[[ RECORD EXTRACTS open ]]

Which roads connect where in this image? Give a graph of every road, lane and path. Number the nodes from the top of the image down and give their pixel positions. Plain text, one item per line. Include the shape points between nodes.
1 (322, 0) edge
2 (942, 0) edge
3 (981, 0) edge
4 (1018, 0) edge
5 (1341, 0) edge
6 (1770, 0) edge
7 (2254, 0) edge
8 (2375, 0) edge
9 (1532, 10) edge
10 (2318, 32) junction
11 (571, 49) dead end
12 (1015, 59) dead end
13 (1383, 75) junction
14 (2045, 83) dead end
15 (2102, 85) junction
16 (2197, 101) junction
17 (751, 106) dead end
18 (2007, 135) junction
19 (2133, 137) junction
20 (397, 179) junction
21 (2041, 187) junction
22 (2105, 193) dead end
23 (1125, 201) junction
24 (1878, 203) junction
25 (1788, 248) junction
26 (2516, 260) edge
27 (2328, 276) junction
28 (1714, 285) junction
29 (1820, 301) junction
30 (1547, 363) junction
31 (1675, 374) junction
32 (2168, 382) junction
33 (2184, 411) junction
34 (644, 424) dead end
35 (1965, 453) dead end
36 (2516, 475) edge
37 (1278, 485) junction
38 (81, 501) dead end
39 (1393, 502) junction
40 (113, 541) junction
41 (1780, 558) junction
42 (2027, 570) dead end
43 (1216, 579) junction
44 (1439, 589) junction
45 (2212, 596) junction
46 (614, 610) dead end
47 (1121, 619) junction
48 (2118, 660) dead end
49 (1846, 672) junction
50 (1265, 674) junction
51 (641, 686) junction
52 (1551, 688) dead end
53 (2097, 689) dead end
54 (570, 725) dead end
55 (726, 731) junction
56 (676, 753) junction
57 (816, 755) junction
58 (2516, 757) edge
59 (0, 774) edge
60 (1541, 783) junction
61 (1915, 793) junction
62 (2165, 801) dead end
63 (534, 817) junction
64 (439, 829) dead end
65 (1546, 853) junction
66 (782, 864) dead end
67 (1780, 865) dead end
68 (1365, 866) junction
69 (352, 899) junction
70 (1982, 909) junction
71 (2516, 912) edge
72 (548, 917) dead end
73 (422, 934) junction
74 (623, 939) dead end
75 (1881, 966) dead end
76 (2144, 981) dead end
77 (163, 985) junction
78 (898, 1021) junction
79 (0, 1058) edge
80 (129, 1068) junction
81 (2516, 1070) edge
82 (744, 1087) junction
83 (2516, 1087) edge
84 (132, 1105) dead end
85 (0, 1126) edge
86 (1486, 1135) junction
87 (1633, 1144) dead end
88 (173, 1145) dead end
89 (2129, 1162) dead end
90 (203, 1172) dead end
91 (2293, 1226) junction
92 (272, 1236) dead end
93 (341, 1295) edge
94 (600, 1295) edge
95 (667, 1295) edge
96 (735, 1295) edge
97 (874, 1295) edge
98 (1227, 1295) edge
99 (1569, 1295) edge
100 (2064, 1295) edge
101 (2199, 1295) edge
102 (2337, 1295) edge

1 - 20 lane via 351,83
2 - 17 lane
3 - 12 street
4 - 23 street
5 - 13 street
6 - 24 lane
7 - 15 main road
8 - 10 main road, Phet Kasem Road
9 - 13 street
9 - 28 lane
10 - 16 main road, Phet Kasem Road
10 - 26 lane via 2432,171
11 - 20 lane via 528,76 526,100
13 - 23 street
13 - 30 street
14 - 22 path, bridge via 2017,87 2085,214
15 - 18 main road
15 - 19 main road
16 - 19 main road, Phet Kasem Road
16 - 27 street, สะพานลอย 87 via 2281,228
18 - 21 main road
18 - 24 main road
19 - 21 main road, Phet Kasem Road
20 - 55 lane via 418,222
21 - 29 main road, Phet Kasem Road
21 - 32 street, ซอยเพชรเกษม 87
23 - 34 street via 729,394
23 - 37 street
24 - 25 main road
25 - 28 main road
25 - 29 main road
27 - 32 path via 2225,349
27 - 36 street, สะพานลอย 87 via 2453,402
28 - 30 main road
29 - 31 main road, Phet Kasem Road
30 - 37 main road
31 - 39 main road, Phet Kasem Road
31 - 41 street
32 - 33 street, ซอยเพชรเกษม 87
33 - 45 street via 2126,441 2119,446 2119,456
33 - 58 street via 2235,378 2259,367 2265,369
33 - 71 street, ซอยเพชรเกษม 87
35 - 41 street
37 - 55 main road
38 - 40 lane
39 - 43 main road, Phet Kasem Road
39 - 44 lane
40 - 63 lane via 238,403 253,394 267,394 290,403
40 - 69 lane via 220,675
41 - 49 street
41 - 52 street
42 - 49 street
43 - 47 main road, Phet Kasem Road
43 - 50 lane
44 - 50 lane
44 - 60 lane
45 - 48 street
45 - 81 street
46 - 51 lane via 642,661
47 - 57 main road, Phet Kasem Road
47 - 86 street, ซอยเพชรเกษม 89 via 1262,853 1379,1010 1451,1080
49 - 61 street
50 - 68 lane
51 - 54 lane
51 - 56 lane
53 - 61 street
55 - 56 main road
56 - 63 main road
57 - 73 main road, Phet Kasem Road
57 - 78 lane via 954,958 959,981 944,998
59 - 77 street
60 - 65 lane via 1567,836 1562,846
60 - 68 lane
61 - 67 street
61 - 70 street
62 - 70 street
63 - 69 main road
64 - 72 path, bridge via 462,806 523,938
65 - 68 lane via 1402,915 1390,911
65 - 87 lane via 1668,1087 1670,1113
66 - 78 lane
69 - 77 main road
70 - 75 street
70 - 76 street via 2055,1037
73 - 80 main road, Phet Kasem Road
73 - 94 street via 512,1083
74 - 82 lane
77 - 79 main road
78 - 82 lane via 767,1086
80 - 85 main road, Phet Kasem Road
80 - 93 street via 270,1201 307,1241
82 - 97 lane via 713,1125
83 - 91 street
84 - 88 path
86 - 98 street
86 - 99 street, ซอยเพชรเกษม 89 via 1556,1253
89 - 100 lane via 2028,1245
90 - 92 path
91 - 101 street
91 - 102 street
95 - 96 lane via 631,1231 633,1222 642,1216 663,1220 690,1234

[[ RECORD EXTRACTS closed ]]

**YOUR OBJECTIVE**
Would you please give back all of the material above exactly as it stands?

**TASK RESULT**
Which roads connect where in this image? Give a graph of every road, lane and path. Number the nodes from the top of the image down and give their pixel positions. Plain text, one item per line. Include the shape points between nodes.
1 (322, 0) edge
2 (942, 0) edge
3 (981, 0) edge
4 (1018, 0) edge
5 (1341, 0) edge
6 (1770, 0) edge
7 (2254, 0) edge
8 (2375, 0) edge
9 (1532, 10) edge
10 (2318, 32) junction
11 (571, 49) dead end
12 (1015, 59) dead end
13 (1383, 75) junction
14 (2045, 83) dead end
15 (2102, 85) junction
16 (2197, 101) junction
17 (751, 106) dead end
18 (2007, 135) junction
19 (2133, 137) junction
20 (397, 179) junction
21 (2041, 187) junction
22 (2105, 193) dead end
23 (1125, 201) junction
24 (1878, 203) junction
25 (1788, 248) junction
26 (2516, 260) edge
27 (2328, 276) junction
28 (1714, 285) junction
29 (1820, 301) junction
30 (1547, 363) junction
31 (1675, 374) junction
32 (2168, 382) junction
33 (2184, 411) junction
34 (644, 424) dead end
35 (1965, 453) dead end
36 (2516, 475) edge
37 (1278, 485) junction
38 (81, 501) dead end
39 (1393, 502) junction
40 (113, 541) junction
41 (1780, 558) junction
42 (2027, 570) dead end
43 (1216, 579) junction
44 (1439, 589) junction
45 (2212, 596) junction
46 (614, 610) dead end
47 (1121, 619) junction
48 (2118, 660) dead end
49 (1846, 672) junction
50 (1265, 674) junction
51 (641, 686) junction
52 (1551, 688) dead end
53 (2097, 689) dead end
54 (570, 725) dead end
55 (726, 731) junction
56 (676, 753) junction
57 (816, 755) junction
58 (2516, 757) edge
59 (0, 774) edge
60 (1541, 783) junction
61 (1915, 793) junction
62 (2165, 801) dead end
63 (534, 817) junction
64 (439, 829) dead end
65 (1546, 853) junction
66 (782, 864) dead end
67 (1780, 865) dead end
68 (1365, 866) junction
69 (352, 899) junction
70 (1982, 909) junction
71 (2516, 912) edge
72 (548, 917) dead end
73 (422, 934) junction
74 (623, 939) dead end
75 (1881, 966) dead end
76 (2144, 981) dead end
77 (163, 985) junction
78 (898, 1021) junction
79 (0, 1058) edge
80 (129, 1068) junction
81 (2516, 1070) edge
82 (744, 1087) junction
83 (2516, 1087) edge
84 (132, 1105) dead end
85 (0, 1126) edge
86 (1486, 1135) junction
87 (1633, 1144) dead end
88 (173, 1145) dead end
89 (2129, 1162) dead end
90 (203, 1172) dead end
91 (2293, 1226) junction
92 (272, 1236) dead end
93 (341, 1295) edge
94 (600, 1295) edge
95 (667, 1295) edge
96 (735, 1295) edge
97 (874, 1295) edge
98 (1227, 1295) edge
99 (1569, 1295) edge
100 (2064, 1295) edge
101 (2199, 1295) edge
102 (2337, 1295) edge

1 - 20 lane via 351,83
2 - 17 lane
3 - 12 street
4 - 23 street
5 - 13 street
6 - 24 lane
7 - 15 main road
8 - 10 main road, Phet Kasem Road
9 - 13 street
9 - 28 lane
10 - 16 main road, Phet Kasem Road
10 - 26 lane via 2432,171
11 - 20 lane via 528,76 526,100
13 - 23 street
13 - 30 street
14 - 22 path, bridge via 2017,87 2085,214
15 - 18 main road
15 - 19 main road
16 - 19 main road, Phet Kasem Road
16 - 27 street, สะพานลอย 87 via 2281,228
18 - 21 main road
18 - 24 main road
19 - 21 main road, Phet Kasem Road
20 - 55 lane via 418,222
21 - 29 main road, Phet Kasem Road
21 - 32 street, ซอยเพชรเกษม 87
23 - 34 street via 729,394
23 - 37 street
24 - 25 main road
25 - 28 main road
25 - 29 main road
27 - 32 path via 2225,349
27 - 36 street, สะพานลอย 87 via 2453,402
28 - 30 main road
29 - 31 main road, Phet Kasem Road
30 - 37 main road
31 - 39 main road, Phet Kasem Road
31 - 41 street
32 - 33 street, ซอยเพชรเกษม 87
33 - 45 street via 2126,441 2119,446 2119,456
33 - 58 street via 2235,378 2259,367 2265,369
33 - 71 street, ซอยเพชรเกษม 87
35 - 41 street
37 - 55 main road
38 - 40 lane
39 - 43 main road, Phet Kasem Road
39 - 44 lane
40 - 63 lane via 238,403 253,394 267,394 290,403
40 - 69 lane via 220,675
41 - 49 street
41 - 52 street
42 - 49 street
43 - 47 main road, Phet Kasem Road
43 - 50 lane
44 - 50 lane
44 - 60 lane
45 - 48 street
45 - 81 street
46 - 51 lane via 642,661
47 - 57 main road, Phet Kasem Road
47 - 86 street, ซอยเพชรเกษม 89 via 1262,853 1379,1010 1451,1080
49 - 61 street
50 - 68 lane
51 - 54 lane
51 - 56 lane
53 - 61 street
55 - 56 main road
56 - 63 main road
57 - 73 main road, Phet Kasem Road
57 - 78 lane via 954,958 959,981 944,998
59 - 77 street
60 - 65 lane via 1567,836 1562,846
60 - 68 lane
61 - 67 street
61 - 70 street
62 - 70 street
63 - 69 main road
64 - 72 path, bridge via 462,806 523,938
65 - 68 lane via 1402,915 1390,911
65 - 87 lane via 1668,1087 1670,1113
66 - 78 lane
69 - 77 main road
70 - 75 street
70 - 76 street via 2055,1037
73 - 80 main road, Phet Kasem Road
73 - 94 street via 512,1083
74 - 82 lane
77 - 79 main road
78 - 82 lane via 767,1086
80 - 85 main road, Phet Kasem Road
80 - 93 street via 270,1201 307,1241
82 - 97 lane via 713,1125
83 - 91 street
84 - 88 path
86 - 98 street
86 - 99 street, ซอยเพชรเกษม 89 via 1556,1253
89 - 100 lane via 2028,1245
90 - 92 path
91 - 101 street
91 - 102 street
95 - 96 lane via 631,1231 633,1222 642,1216 663,1220 690,1234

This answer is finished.